Written by Erin Flynn
Traffic congestion and education were hot topics at the Prince William Chamber of Commerce’s Legislative Kick-Off Breakfast yesterday in Lake Ridge.
The event, held at the Old Hickory Golf Club, featured a panel of five Prince William representatives: Senator Jeremy McPike and Delegate-Elects Lee Carter, Jennifer Carroll Foy and Danica Roem.
The legislators answered questions and discussed their priorities for the upcoming session, which begins January 10.
Roem and Foy plan to address traffic congestion, with Roem setting her sights on Route 28.
“It is absolutely horrible what we see there every single day with no relief,” she said, “And it’s been like this since I was a kid.”
Roem is advocating for a feasibility study that would look into “alternate intersection signs” from north of Manassas Drive to Bull Run Bridge.
Meanwhile, Foy is focusing on I-95.
“After many conversations with VDOT, we are in agreeance that just expanding the roads is not going to be enough,” she said. “We have to get very creative with our transportation solutions.”

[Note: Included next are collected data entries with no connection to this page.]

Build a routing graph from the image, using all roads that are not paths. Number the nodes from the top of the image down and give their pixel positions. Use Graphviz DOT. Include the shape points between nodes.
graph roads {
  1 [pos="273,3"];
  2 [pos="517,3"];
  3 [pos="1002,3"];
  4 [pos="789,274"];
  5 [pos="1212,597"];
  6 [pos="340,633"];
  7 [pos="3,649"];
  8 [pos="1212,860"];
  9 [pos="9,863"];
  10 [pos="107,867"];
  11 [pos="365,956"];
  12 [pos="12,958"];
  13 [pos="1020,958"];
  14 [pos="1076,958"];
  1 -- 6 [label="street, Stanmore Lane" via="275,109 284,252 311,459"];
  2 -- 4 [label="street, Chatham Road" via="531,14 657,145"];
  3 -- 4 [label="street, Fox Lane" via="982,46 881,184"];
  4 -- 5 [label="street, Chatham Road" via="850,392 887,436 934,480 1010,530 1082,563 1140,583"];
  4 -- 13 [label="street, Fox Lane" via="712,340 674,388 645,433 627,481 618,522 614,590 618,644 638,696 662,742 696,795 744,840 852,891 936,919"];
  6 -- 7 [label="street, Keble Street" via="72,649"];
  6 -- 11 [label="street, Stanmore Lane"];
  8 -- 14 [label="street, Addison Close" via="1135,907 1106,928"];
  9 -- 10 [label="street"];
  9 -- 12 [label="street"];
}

To help solve traffic congestion, Foy is proposing a feasibility study on extending Metro’s Blue Line from the Franconia-Springfield Station to Prince William County.
The legislators also discussed education at length.
McPike pointed out the importance of investing in it.
“People want to come to Virginia, because we’ve got fantastic schools as well as higher education. But we also need to keep those folks here,” he said. “We’ve got to continue to invest in our schools. College affordability is certainly a key component of that. We’ve got to work on that.”
Carter mentioned the need to set aside funds so students, including those in pre-kindergarten programs, have space to learn.
“Prince William County Schools need a large amount of capital improvement expenditure to make sure that we physically have classrooms to put those kids in once we start the programs to get them into Pre-K,” he said.
Phil Kavits, an attendee of the event and Prince William County Public Schools’ (PWCS) associate superintendent for communications and technology services, agreed that space is “a big issue.”
And and additional $6 million, Kavits added, is available for PWCS to use for pre-kindergarten programs. But there’s a catch.
“In order to access that we would have to take another $4 million in funding away from some other critical need,” he said. “So, the challenge is to get rid of that matching requirement, allowing us to take full advantage of what’s out there from the state.”